Required work: Return each entry below word for word, leaving out any image.

Listed entries Block Start

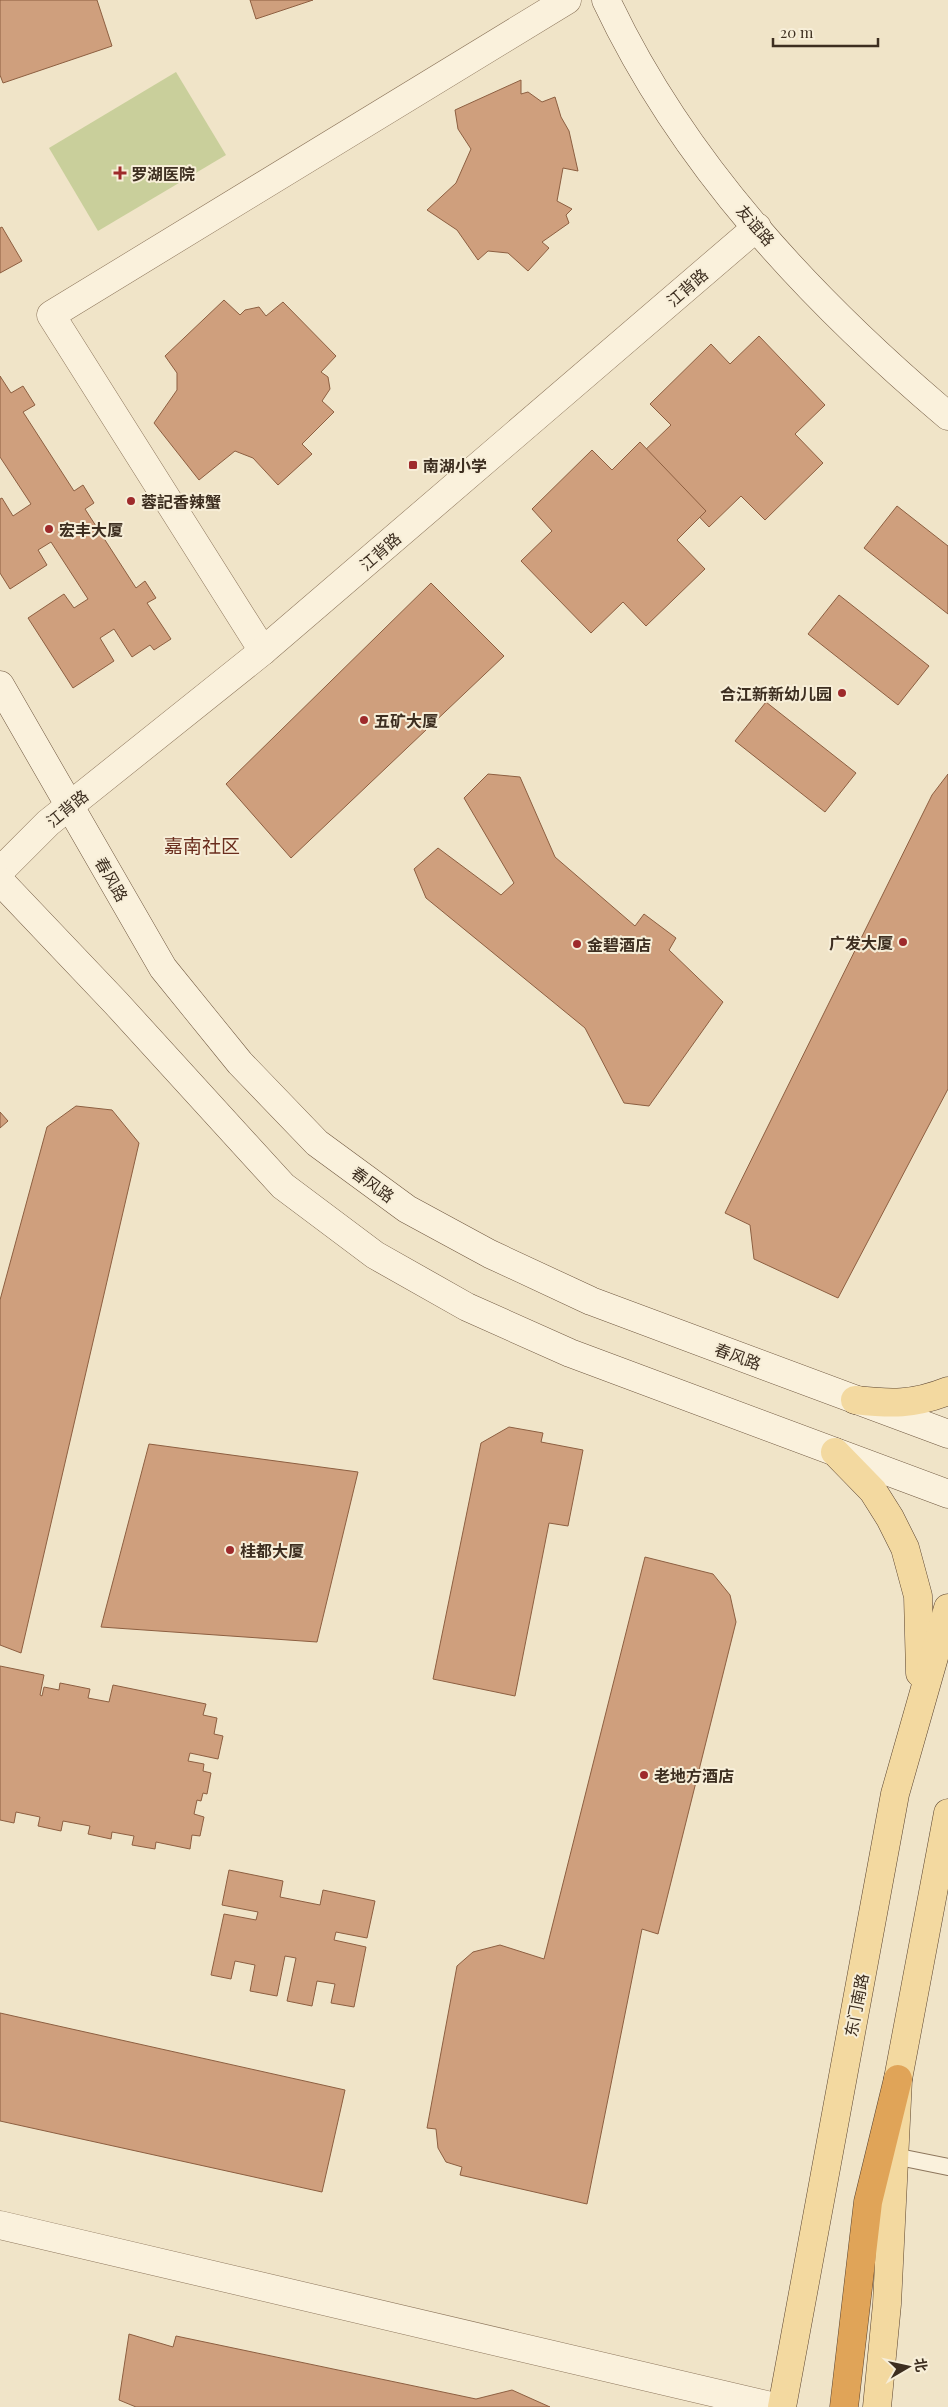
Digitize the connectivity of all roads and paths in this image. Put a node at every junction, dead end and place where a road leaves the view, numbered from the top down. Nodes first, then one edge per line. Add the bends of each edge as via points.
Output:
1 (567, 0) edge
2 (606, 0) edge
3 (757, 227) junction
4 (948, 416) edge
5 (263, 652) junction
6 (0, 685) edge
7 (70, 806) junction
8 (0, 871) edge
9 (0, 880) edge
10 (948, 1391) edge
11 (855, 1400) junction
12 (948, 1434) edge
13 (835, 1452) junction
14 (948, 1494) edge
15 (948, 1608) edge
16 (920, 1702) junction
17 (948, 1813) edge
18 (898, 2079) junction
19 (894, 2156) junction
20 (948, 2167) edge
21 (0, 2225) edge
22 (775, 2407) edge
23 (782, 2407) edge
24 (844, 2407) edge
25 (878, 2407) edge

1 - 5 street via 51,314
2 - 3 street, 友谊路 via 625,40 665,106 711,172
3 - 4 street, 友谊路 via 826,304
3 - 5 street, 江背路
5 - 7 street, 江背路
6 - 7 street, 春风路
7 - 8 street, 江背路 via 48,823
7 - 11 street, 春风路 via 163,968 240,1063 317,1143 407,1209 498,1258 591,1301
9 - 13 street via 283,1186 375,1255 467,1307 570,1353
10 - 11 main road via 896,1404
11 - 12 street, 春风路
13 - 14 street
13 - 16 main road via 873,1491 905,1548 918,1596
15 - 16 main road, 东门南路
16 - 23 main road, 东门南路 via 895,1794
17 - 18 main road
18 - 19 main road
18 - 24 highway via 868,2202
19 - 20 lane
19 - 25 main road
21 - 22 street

Listed entries Block End

Exercise solution:
Digitize the connectivity of all roads and paths in this image. Put a node at every junction, dead end and place where a road leaves the view, numbered from the top down. Nodes first, then one edge per line. Add the bends of each edge as via points.
Output:
1 (567, 0) edge
2 (606, 0) edge
3 (757, 227) junction
4 (948, 416) edge
5 (263, 652) junction
6 (0, 685) edge
7 (70, 806) junction
8 (0, 871) edge
9 (0, 880) edge
10 (948, 1391) edge
11 (855, 1400) junction
12 (948, 1434) edge
13 (835, 1452) junction
14 (948, 1494) edge
15 (948, 1608) edge
16 (920, 1702) junction
17 (948, 1813) edge
18 (898, 2079) junction
19 (894, 2156) junction
20 (948, 2167) edge
21 (0, 2225) edge
22 (775, 2407) edge
23 (782, 2407) edge
24 (844, 2407) edge
25 (878, 2407) edge

1 - 5 street via 51,314
2 - 3 street, 友谊路 via 625,40 665,106 711,172
3 - 4 street, 友谊路 via 826,304
3 - 5 street, 江背路
5 - 7 street, 江背路
6 - 7 street, 春风路
7 - 8 street, 江背路 via 48,823
7 - 11 street, 春风路 via 163,968 240,1063 317,1143 407,1209 498,1258 591,1301
9 - 13 street via 283,1186 375,1255 467,1307 570,1353
10 - 11 main road via 896,1404
11 - 12 street, 春风路
13 - 14 street
13 - 16 main road via 873,1491 905,1548 918,1596
15 - 16 main road, 东门南路
16 - 23 main road, 东门南路 via 895,1794
17 - 18 main road
18 - 19 main road
18 - 24 highway via 868,2202
19 - 20 lane
19 - 25 main road
21 - 22 street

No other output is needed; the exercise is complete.